Rejected At $1.13, A Deeper Correction Is Now Possible

It has been a good run for the EUR/USD since the double bottom down at $1.1180. Euro rode 140 pips in an impulse move to the upside and received a rejection as the 1.618 Fibo extension at $1.1322 and the upper channel trendline rejection weighed prices down. Since then, the popular pair started correcting down to $1.1289 with the first leg (A to B) suggesting a deeper correction towards $1.1269, or lower.

Aussie Slips Lower On Dovish Comments From RBA Minutes

AUD/USD started the week on a similar note to EUR/USD but overnight trading amid RBA's minutes pushed the currency pair 0.4 percent down. Tuesday's flows started coming through after the central bank said that since inflation remained stubbornly neutral and unemployment rose a “decrease in the cash rate would likely be appropriate”.

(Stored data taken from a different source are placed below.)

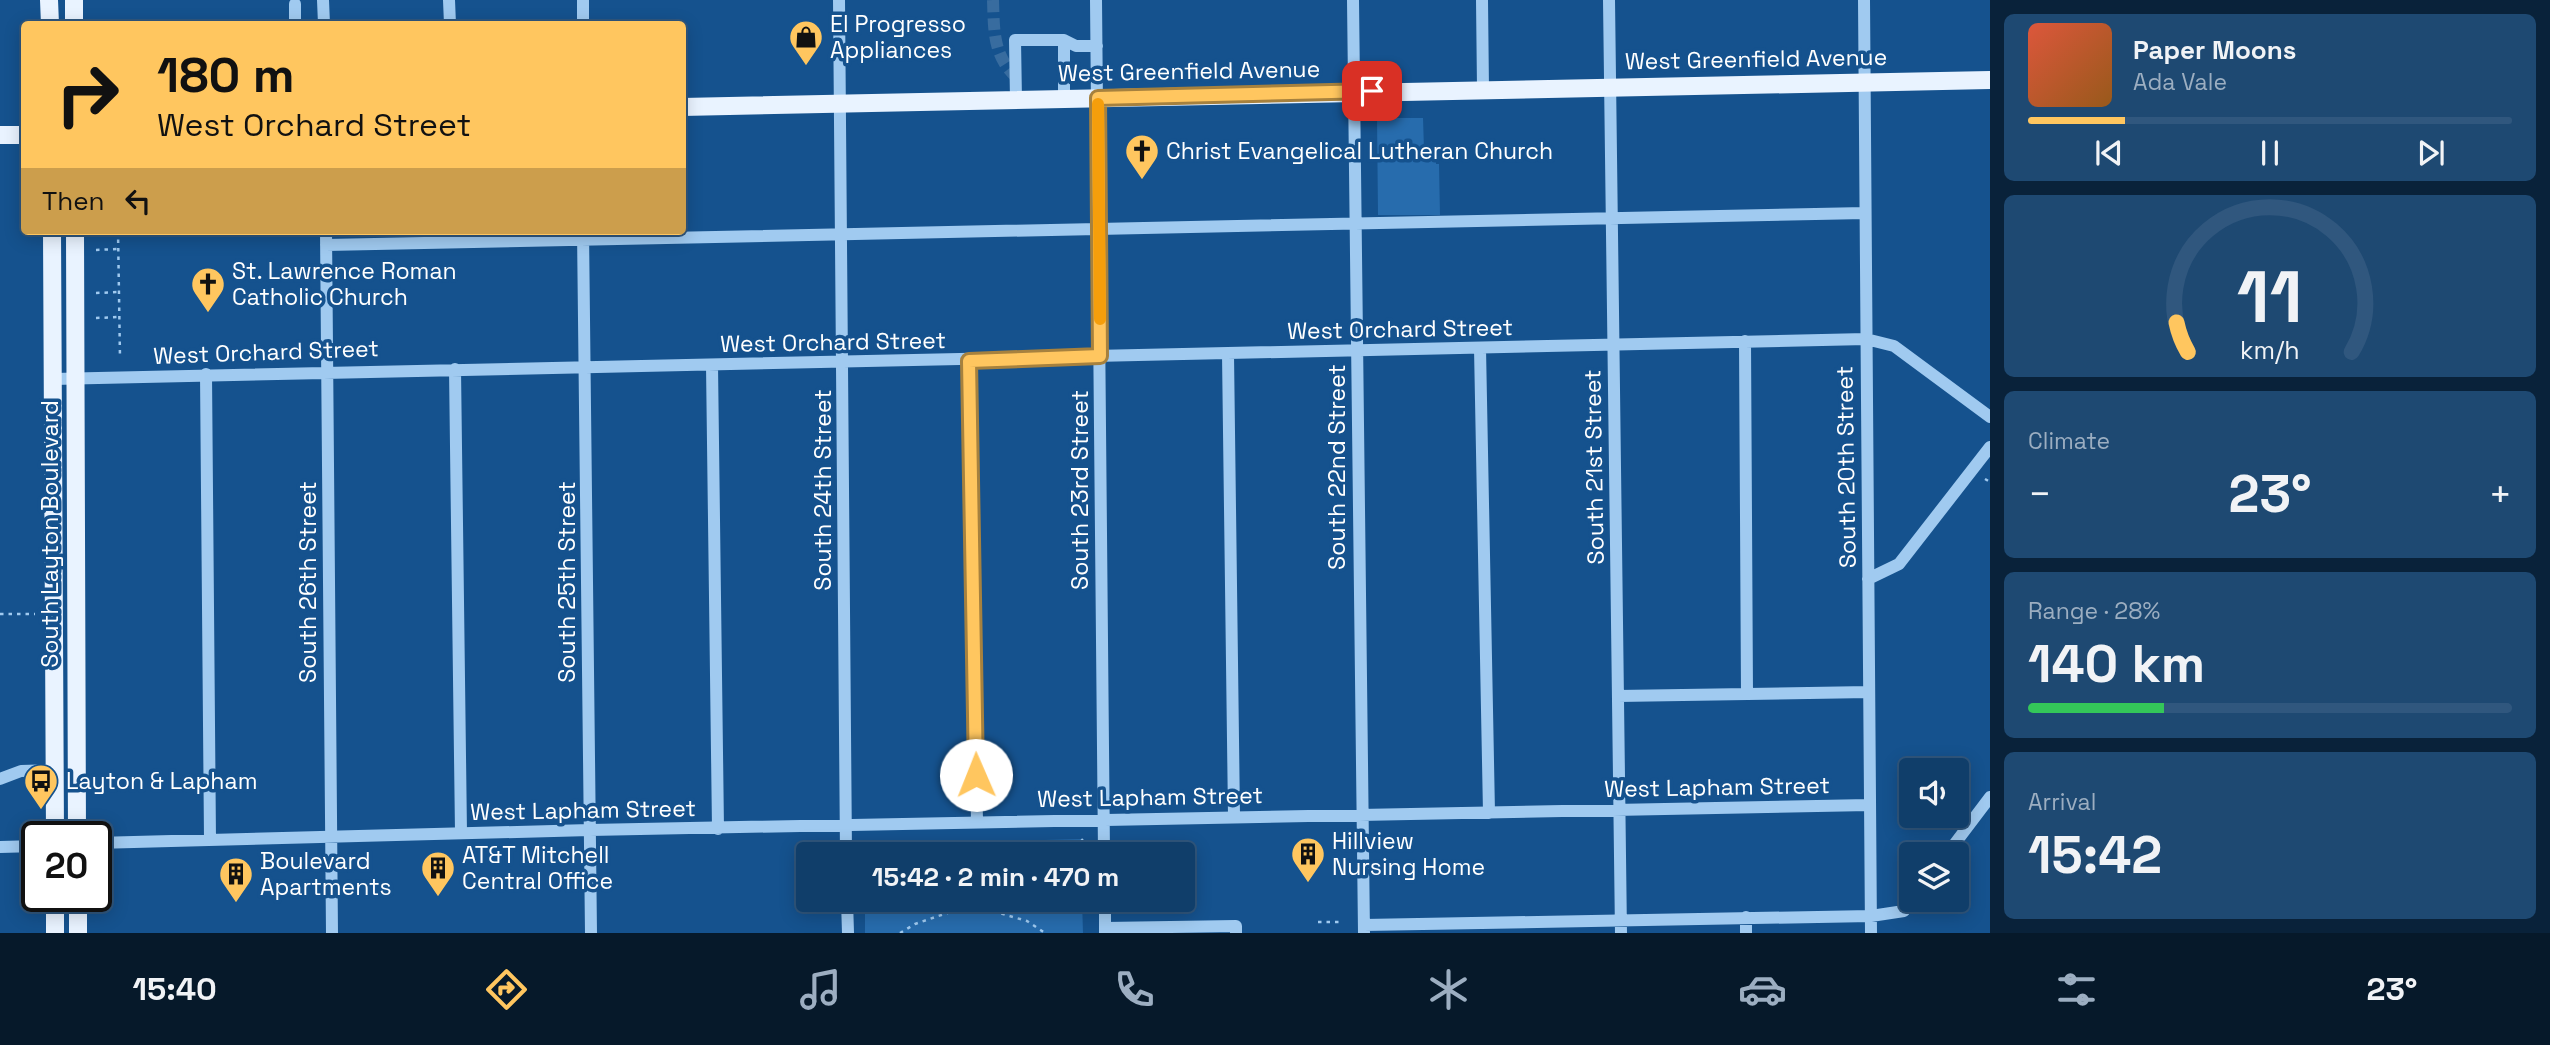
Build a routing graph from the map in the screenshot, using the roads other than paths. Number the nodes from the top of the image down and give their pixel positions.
1 (49, 0) edge
2 (74, 0) edge
3 (323, 0) edge
4 (449, 0) edge
5 (583, 0) edge
6 (839, 0) edge
7 (1096, 0) edge
8 (1353, 0) edge
9 (1482, 0) edge
10 (1609, 0) edge
11 (1864, 0) edge
12 (295, 4) dead end
13 (50, 21) edge
14 (74, 21) edge
15 (295, 21) edge
16 (324, 21) edge
17 (450, 21) edge
18 (583, 21) edge
19 (1063, 40) junction
20 (1097, 46) junction
21 (1990, 80) edge
22 (1865, 82) junction
23 (1610, 86) junction
24 (1483, 89) junction
25 (1354, 92) junction
26 (1098, 98) junction
27 (1064, 99) junction
28 (1016, 100) junction
29 (839, 104) junction
30 (686, 107) edge
31 (0, 135) edge
32 (21, 135) edge
33 (1865, 213) junction
34 (1611, 219) junction
35 (1356, 224) junction
36 (1100, 228) junction
37 (52, 235) edge
38 (75, 235) edge
39 (326, 235) edge
40 (841, 235) junction
41 (583, 236) edge
42 (326, 245) junction
43 (1866, 339) junction
44 (1745, 341) junction
45 (1614, 345) junction
46 (1480, 348) junction
47 (1357, 350) junction
48 (1227, 354) junction
49 (1100, 356) junction
50 (969, 361) junction
51 (843, 363) junction
52 (712, 365) junction
53 (586, 367) junction
54 (455, 369) junction
55 (327, 372) junction
56 (206, 374) junction
57 (53, 379) junction
58 (74, 380) junction
59 (1990, 417) edge
60 (1990, 447) edge
61 (1868, 579) junction
62 (76, 636) junction
63 (54, 638) junction
64 (1870, 692) junction
65 (1747, 694) junction
66 (1618, 696) junction
67 (55, 770) junction
68 (0, 779) edge
69 (1990, 797) edge
70 (1869, 805) junction
71 (1619, 810) junction
72 (1489, 813) junction
73 (1361, 815) junction
74 (1234, 816) junction
75 (1103, 819) junction
76 (55, 821) edge
77 (77, 821) edge
78 (977, 822) junction
79 (845, 826) junction
80 (719, 829) junction
81 (590, 830) junction
82 (461, 833) junction
83 (331, 836) junction
84 (210, 840) junction
85 (846, 842) edge
86 (1104, 842) edge
87 (1956, 842) edge
88 (112, 843) edge
89 (21, 846) edge
90 (0, 847) edge
91 (55, 912) edge
92 (78, 912) edge
93 (847, 912) edge
94 (1105, 912) edge
95 (1899, 912) edge
96 (1871, 916) junction
97 (1746, 917) junction
98 (1621, 926) edge
99 (1489, 928) edge
100 (1364, 929) edge
101 (1105, 930) edge
102 (55, 933) edge
103 (78, 933) edge
104 (332, 933) edge
105 (591, 933) edge
106 (848, 933) edge
107 (1236, 933) edge
108 (1746, 933) edge
109 (1871, 933) edge

1 - 13 main road
2 - 14 main road
3 - 16 street
4 - 17 street
5 - 18 street
6 - 29 street, South 24th Street
7 - 20 street, South 23rd Street
8 - 25 street, South 22nd Street
9 - 24 street
10 - 23 street, South 21st Street
11 - 22 street, South 20th Street
12 - 15 street
19 - 20 street
19 - 27 street
19 - 28 street
20 - 26 street, South 23rd Street
21 - 22 main road, West Greenfield Avenue
22 - 23 main road, West Greenfield Avenue
22 - 33 street, South 20th Street
23 - 24 main road, West Greenfield Avenue
23 - 34 street, South 21st Street
24 - 25 main road, West Greenfield Avenue
25 - 26 main road, West Greenfield Avenue
25 - 35 street, South 22nd Street
26 - 27 main road, West Greenfield Avenue
26 - 36 street, South 23rd Street
27 - 28 main road, West Greenfield Avenue
28 - 29 main road, West Greenfield Avenue
29 - 30 main road, West Greenfield Avenue
29 - 40 street, South 24th Street
31 - 32 main road
33 - 34 street
33 - 43 street, South 20th Street
34 - 35 street
34 - 45 street, South 21st Street
35 - 36 street
35 - 47 street, South 22nd Street
36 - 40 street
36 - 49 street, South 23rd Street
37 - 57 main road, South Layton Boulevard
38 - 58 main road, South Layton Boulevard
39 - 42 street, South 26th Street
40 - 41 street
40 - 51 street, South 24th Street
41 - 42 street
41 - 53 street, South 25th Street
42 - 55 street, South 26th Street
43 - 44 street, West Orchard Street
43 - 59 street, West Orchard Street
43 - 61 street, South 20th Street
44 - 45 street, West Orchard Street
44 - 65 street
45 - 46 street, West Orchard Street
45 - 66 street, South 21st Street
46 - 47 street, West Orchard Street
46 - 72 street
47 - 48 street, West Orchard Street
47 - 73 street, South 22nd Street
48 - 49 street, West Orchard Street
48 - 74 street
49 - 50 street, West Orchard Street
49 - 75 street, South 23rd Street
50 - 51 street, West Orchard Street
50 - 78 street
51 - 52 street, West Orchard Street
51 - 79 street, South 24th Street
52 - 53 street, West Orchard Street
52 - 80 street
53 - 54 street, West Orchard Street
53 - 81 street, South 25th Street
54 - 55 street, West Orchard Street
54 - 82 street
55 - 56 street, West Orchard Street
55 - 83 street, South 26th Street
56 - 58 street, West Orchard Street
56 - 84 street
57 - 58 street, West Orchard Street
57 - 63 main road, South Layton Boulevard
58 - 62 main road, South Layton Boulevard
60 - 61 street
61 - 64 street, South 20th Street
62 - 63 street
62 - 77 main road, South Layton Boulevard
63 - 67 main road, South Layton Boulevard
64 - 65 street
64 - 70 street, South 20th Street
65 - 66 street
66 - 71 street, South 21st Street
67 - 68 street
67 - 76 main road, South Layton Boulevard
69 - 87 street
70 - 71 street, West Lapham Street
70 - 96 street, South 20th Street
71 - 72 street, West Lapham Street
71 - 98 street, South 21st Street
72 - 73 street, West Lapham Street
73 - 74 street, West Lapham Street
73 - 100 street, South 22nd Street
74 - 75 street, West Lapham Street
75 - 78 street, West Lapham Street
75 - 86 street, South 23rd Street
78 - 79 street, West Lapham Street
79 - 80 street, West Lapham Street
79 - 85 street, South 24th Street
80 - 81 street, West Lapham Street
81 - 82 street, West Lapham Street
81 - 105 street, South 25th Street
82 - 83 street, West Lapham Street
83 - 84 street, West Lapham Street
83 - 104 street, South 26th Street
84 - 88 street, West Lapham Street
89 - 90 street
91 - 102 main road
92 - 103 main road
93 - 106 street
94 - 101 street
95 - 96 street
96 - 97 street
96 - 109 street, South 20th Street
97 - 98 street
97 - 108 street
98 - 99 street
99 - 100 street
101 - 107 street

Bearish Push Now Supported From Fundamentals Too

Aussie bulls had a go at the last upside move near $0.72 last week and failed. Monday's attempt was even more piteous. With a confluence between the long-term descending trendline (yellow) and the short-term ascending trendline (red) weighing in on prices, the currency pair could head lower towards the golden ratio near 71c. barrier. However, a downside break outside the short-term ascending channel must take place first.

WTI Marginally Lower On News Around Production Cut Deal

Crude oil fell on Monday despite Libya's production remaining under threat and regardless of tightening supplies. Russia's minister, Anton Siluanov, hinted at a market share fight between Russia and OPEC, against the United States. The Russian finance minister's comments indicated that the production cut deal may be abandoned in order to allow prices to fall. That would "shrink" American output.

Oil Could Correct, But No one Knows Where To

The prices of crude oil also saw a rejection near a psychological level. Bears stepped in just before the $65 per barrel barrier and caused a short-term correction that could lead prices further down. In the unlikely scenario that the middle trendline (red) holds, WTI would most likely move higher either for a double top of continuation of the bullish trend. However, a slide down to the lower trendline of the ascending channel (grey) is also possible in the short-term.